Люди в расчете работали дружно и споро, переговаривались, поглядывая на догорающие, почерневшие танки. Снегур говорил как бы всем, но Лещенко понял: для Палеева.
— Бывает, новички пугаются танков. Вполне понятно, я сам пугался. Потом стал думать: а чем он пугает? Мне казалось, танк, когда идет на нас, вроде как издали видит меня всего, отовсюду, и сразу обнаруживает. А ведь это совсем не так. Он-то большой, да гляделка у него маленькая. Он видит узко и мельком, в нем тряско, и все перед ним от тряски смещается. Чтобы в танке хорошо работать, надо большую расторопность и ловкость. Слов нет, есть и у немцев хорошие танкисты, да ведь и у этой пушечки, — он любовно положил руку на казенную часть орудия, — неплохие артиллеристы стоят…
— «Орудие поединка»! — сказал Лещенко. — Так его наш капитан называл.
— Оно и верно! Можем помериться с самым лучшим немецким танкистом, — закончил Снегур. — А тот, что против нас идет, может, еще и не самый лучший.
«Да, тут надежно, — с одобрением взглянув, подумал лейтенант, — он всегда на месте!» — и услышал, как Снегур сказал небольшому, плотно сбитому Арбаеву:
— Ты, Арбаев, ладно подоспел, не стал долго готовиться.
— Готовиться… Сам себе надо готовиться. Твой наводчик ранили, сменяишь наводчик. Командир орудия надо заменять? Заменяишь. Тогда расчет в бою делаится меньше, а сила его больше.
— Ну, сила-то отчего больше? — буркнул Глазырин: не подумавши говорит Арбаев!
— А как же? — Арбаев повернул к нему темно-розовое мальчишеское лицо с тугими щеками. — Патеряишь товарищ, очень плоха, очень тяжело сердцу, сердце кипит… человек делаится быстрый, как огонь.
— Что ж, приходилось тебе так?
Арбаев кивнул головой, и круглое его лицо как бы ушло в тень, посерело.
— Канешно, приходилось. На Курской знаишь как было?
— Знаю, — ответил Глазырин уже другим тоном.
Наблюдатель с насыпи доложил: из Несвижа вышли два бронетранспортера, у траншеи с них соскакивают немецкие солдаты.
— Сейчас полезут к нам! — насмешливо сказал Снегур.
А лейтенант уже командовал:
— По местам! К бою! По бронетранспортеру осколочным… Огонь!
Первый снаряд, перелетев, разорвался у белых домиков Несвижа, второй упал хорошо — у траншеи.
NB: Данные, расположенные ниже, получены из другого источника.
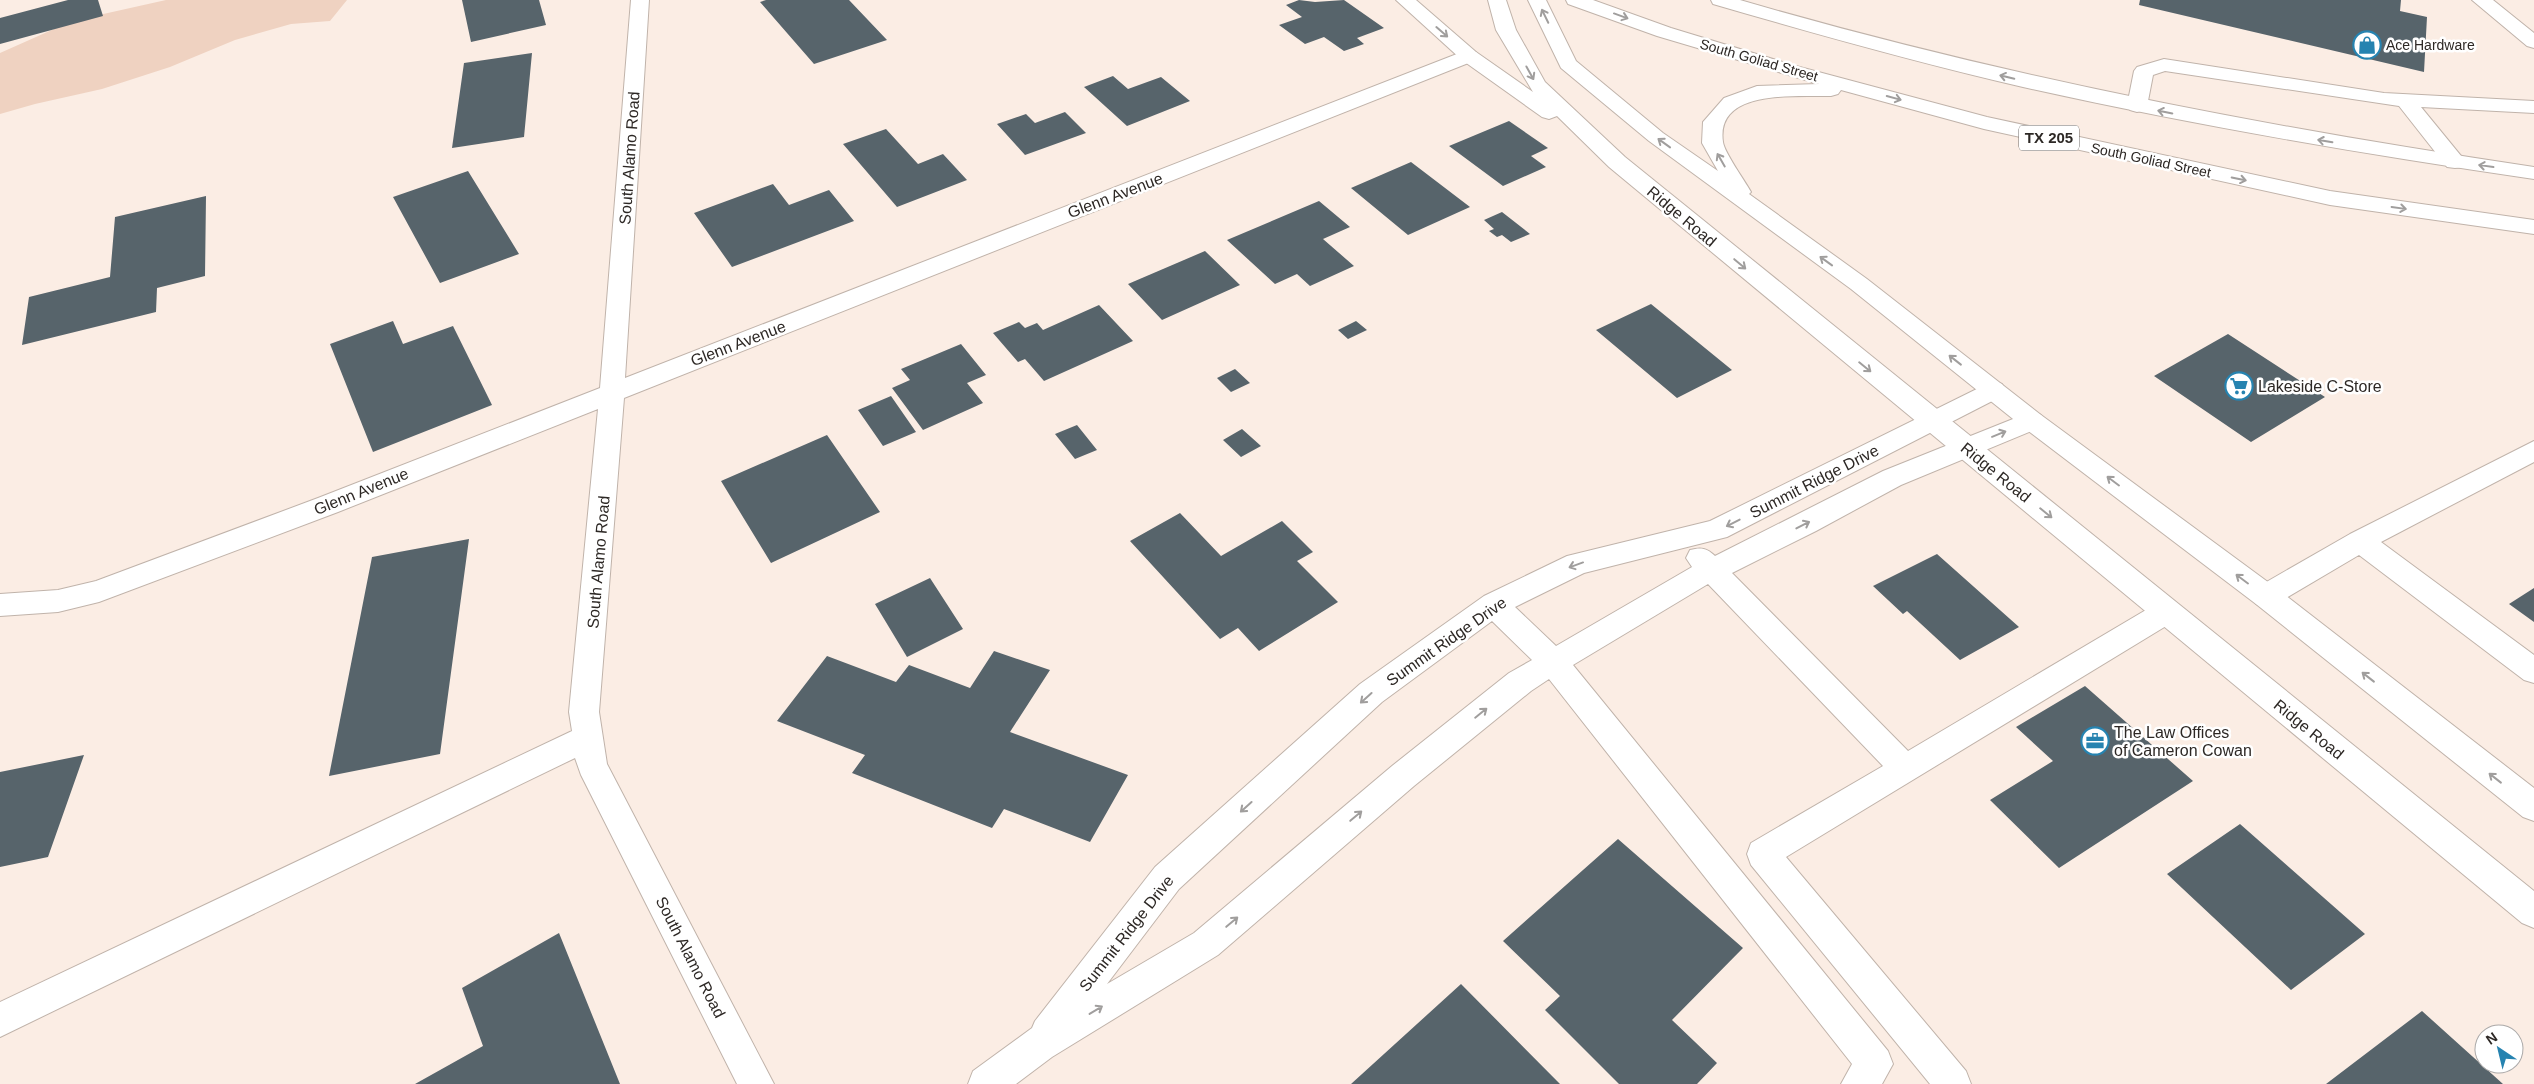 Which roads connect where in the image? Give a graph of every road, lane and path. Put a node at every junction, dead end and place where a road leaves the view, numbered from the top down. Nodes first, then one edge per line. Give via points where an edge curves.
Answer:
1 (640, 0) edge
2 (1405, 0) edge
3 (1497, 0) edge
4 (1537, 0) edge
5 (1575, 0) edge
6 (1720, 0) edge
7 (2481, 0) edge
8 (2534, 42) edge
9 (1469, 56) junction
10 (1859, 89) junction
11 (2405, 100) junction
12 (2137, 106) junction
13 (2534, 107) edge
14 (1618, 162) junction
15 (2455, 162) junction
16 (2534, 173) edge
17 (1746, 202) junction
18 (2534, 227) edge
19 (1993, 390) junction
20 (612, 392) junction
21 (2032, 420) junction
22 (1932, 422) junction
23 (1966, 448) junction
24 (2534, 450) edge
25 (1681, 539) junction
26 (2360, 541) junction
27 (1712, 570) junction
28 (2266, 596) junction
29 (1494, 604) junction
30 (0, 605) edge
31 (2166, 612) junction
32 (1552, 661) junction
33 (2534, 671) edge
34 (589, 737) junction
35 (1906, 769) junction
36 (2534, 808) edge
37 (2534, 912) edge
38 (0, 1020) edge
39 (1039, 1044) junction
40 (756, 1084) edge
41 (986, 1084) edge
42 (1859, 1084) edge
43 (1953, 1084) edge

1 - 20 main road, South Alamo Road
2 -> 9 main road
3 -> 14 main road, Ridge Road via 1506,30 1537,85
17 -> 4 main road via 1656,137 1568,64
5 -> 10 main road, South Goliad Street / TX 205 via 1664,32
12 -> 6 main road via 1903,53
7 - 8 main road
9 - 14 main road
9 - 20 main road, Glenn Avenue
17 -> 10 main road via 1712,143 1713,122 1730,102 1757,92
10 -> 18 main road, South Goliad Street / TX 205 via 1984,123 2321,196
11 - 12 main road via 2164,65 2144,71
11 - 13 main road
11 - 15 main road
15 -> 12 main road
14 -> 22 main road, Ridge Road
16 -> 15 main road
19 -> 17 main road via 1859,284
19 - 21 main road
19 - 22 main road, Summit Ridge Drive
20 - 30 main road, Glenn Avenue via 328,505 99,591 58,601
20 - 34 main road, South Alamo Road via 584,712
23 -> 21 main road, Summit Ridge Drive
28 -> 21 main road
22 - 23 main road, Ridge Road
22 -> 25 main road, Summit Ridge Drive via 1718,530
27 -> 23 main road, Summit Ridge Drive via 1892,478
23 -> 31 main road, Ridge Road
24 - 26 main road
25 - 27 main road
25 -> 29 main road, Summit Ridge Drive via 1577,564
26 - 28 main road
26 - 33 main road
27 - 32 main road, Summit Ridge Drive
27 - 35 main road
36 -> 28 main road
29 - 32 main road
29 -> 39 main road, Summit Ridge Drive via 1372,693 1167,878
31 - 35 main road
31 - 37 main road, Ridge Road
39 -> 32 main road, Summit Ridge Drive via 1206,944 1403,776 1520,682
32 - 42 main road via 1875,1064
34 - 38 main road
34 - 40 main road, South Alamo Road via 592,765
35 - 43 main road via 1763,854
39 - 41 main road, Summit Ridge Drive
Немецкие солдаты, разбегаясь по ржи, стали спускаться в лощину. Было часа три дня. Так начался бой артиллеристов с немецкими автоматчиками.
Кучеров, по приказанию Лещенко, взяв с собой Рублева, Ященко, Глазырина и Атмашкина, прячась за сараями, ползком по одному выдвигались к сожженному танку, чтобы залечь там в кювете и встретить немцев, как полагается. Взяли гранаты. Чтобы отвлечь внимание, из орудия дали по немцам два выстрела.
— Ну, теперь наш расчет — четыре человека, — сказал Снегур Палееву и, увидев вопросительный взгляд его, засмеялся: — Посчитай: ты, да я, да мы с тобой — четверо! Нам так и полагается действовать за четверых.